He warned us of Al Qaeda in the 1990s and predicted major terrorist attacks as a result of continuing appeasement. Peikoff appreciates the threat of terrorism, so something else must explain why he does not mention it in his statement.
The war should be the essential issue in this election.
It should be, but it isn't, because the choice between Democrats and Republicans will make little difference for the outcome of the war. I will argue for this position presently.
First, why does Tracinski think Democrats will bring defeat?
He argues that if Democrats gain control of Congress, they will likely work to cut off funding for the Iraq war, and sooner or later force the withdrawal of our troops and negotiate a "surrender" with Iran and Syria. I have to admit this is probably true.
So let's assume that this much of the scenario is correct: the Democrats pull us out of Iraq.
So what? Prima facie this sounds good to me. We are indisputably losing the war in Iraq, where the lives almost 3,000 of our troops have been sacrificed.

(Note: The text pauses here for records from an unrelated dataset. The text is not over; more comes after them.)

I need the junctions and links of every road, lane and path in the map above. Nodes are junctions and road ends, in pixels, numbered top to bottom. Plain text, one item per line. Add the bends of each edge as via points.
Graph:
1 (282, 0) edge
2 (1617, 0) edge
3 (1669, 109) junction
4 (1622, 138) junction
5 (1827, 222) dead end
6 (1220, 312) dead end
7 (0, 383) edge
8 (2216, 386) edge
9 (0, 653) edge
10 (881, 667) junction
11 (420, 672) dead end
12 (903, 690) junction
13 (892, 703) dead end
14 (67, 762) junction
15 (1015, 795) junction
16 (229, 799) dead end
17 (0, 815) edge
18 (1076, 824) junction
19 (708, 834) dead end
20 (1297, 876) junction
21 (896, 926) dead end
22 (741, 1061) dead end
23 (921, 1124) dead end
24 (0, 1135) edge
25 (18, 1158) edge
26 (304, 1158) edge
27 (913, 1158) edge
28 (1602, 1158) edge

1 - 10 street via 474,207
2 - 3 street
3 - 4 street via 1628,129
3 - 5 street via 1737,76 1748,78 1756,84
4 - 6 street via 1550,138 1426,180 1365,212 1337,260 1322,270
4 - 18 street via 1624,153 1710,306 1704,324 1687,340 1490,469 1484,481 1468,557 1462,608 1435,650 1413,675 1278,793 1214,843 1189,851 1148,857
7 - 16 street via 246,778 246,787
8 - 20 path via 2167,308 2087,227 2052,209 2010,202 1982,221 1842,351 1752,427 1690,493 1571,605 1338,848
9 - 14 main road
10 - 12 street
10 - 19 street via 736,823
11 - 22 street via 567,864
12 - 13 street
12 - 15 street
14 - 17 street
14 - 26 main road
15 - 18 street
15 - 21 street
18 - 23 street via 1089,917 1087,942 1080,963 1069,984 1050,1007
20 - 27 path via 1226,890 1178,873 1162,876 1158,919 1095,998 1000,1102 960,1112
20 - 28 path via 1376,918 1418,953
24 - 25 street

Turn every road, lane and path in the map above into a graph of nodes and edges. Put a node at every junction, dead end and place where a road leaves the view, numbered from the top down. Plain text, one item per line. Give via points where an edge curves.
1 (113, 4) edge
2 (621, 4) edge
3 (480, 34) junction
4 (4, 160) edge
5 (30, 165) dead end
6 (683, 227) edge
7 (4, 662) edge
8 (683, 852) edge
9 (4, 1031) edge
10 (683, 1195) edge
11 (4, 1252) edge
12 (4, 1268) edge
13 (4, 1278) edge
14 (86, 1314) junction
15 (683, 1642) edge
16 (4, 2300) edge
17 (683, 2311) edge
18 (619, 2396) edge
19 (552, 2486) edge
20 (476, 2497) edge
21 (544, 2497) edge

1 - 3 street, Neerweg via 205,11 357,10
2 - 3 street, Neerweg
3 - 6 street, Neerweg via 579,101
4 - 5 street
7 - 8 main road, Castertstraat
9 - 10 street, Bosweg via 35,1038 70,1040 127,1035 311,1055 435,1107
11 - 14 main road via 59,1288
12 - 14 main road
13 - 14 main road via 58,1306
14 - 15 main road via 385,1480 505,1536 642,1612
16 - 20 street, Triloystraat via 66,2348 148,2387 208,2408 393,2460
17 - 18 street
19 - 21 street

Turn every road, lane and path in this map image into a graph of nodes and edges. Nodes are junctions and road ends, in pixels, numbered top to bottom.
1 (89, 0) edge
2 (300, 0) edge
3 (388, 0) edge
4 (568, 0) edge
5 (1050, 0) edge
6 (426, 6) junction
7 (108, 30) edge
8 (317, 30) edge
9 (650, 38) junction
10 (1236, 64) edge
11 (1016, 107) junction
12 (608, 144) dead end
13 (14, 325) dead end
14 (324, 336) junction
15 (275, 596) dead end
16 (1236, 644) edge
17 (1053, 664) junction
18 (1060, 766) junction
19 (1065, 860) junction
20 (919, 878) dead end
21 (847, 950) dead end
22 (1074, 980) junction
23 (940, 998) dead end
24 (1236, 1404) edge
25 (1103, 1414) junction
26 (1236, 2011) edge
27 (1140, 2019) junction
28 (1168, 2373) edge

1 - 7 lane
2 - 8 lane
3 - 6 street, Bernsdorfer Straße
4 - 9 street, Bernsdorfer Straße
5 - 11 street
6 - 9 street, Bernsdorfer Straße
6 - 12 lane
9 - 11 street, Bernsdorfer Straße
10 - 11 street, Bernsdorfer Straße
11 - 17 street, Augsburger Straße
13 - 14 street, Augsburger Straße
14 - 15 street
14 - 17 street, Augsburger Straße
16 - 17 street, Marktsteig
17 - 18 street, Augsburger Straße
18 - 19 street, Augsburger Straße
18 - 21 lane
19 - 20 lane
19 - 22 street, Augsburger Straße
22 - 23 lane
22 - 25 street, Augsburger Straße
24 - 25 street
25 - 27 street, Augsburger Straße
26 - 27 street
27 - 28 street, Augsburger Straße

Recognizing that the war in Iraq bears no direct relation to American interests, Tracinski argues that a pullout would have an indirect adverse effect on our security:
If you imagine that this disaster will be limited to Iraq, think again. Ask yourself: what would happen if the jihadis achieved a victory over the American infidel in Iraq? Flush with confidence and confirmed in the assumption that the Americans, for all of their technological superiority, don't have the moral fortitude to fight a war, where would they go next?A lot of them would go to Pakistan and Afghanistan and launch an even bigger war against us there, which they would be confident of winning. And what would the Democrats do then? They would throw up their hands and declared that Afghanistan was a mistake, too.
Indeed, some on the left have already reached this point. Then the jihadis would set their sights on Pakistan, whose government is already in a stalemate with pro-al-Qaeda tribes in its mountainous provinces.
But don't worry.Maybe Pakistan's new Islamist rulers wouldn't go after us first. Maybe they would start a nuclear war with India, instead.
I was willing to admit that a Democrat-engineered pullout of Iraq was a probability.
I am not willing to do the same for this scenario. To begin with, the "maybe" tacked on to the end about a nuclear war with India is incredibly far-fetched. I don't want to see Islamists with a bomb, but simply to assert "maybe they would start a nuclear war" sounds like the most far-fetched (and arbitrary) arguments I heard in high school policy debate.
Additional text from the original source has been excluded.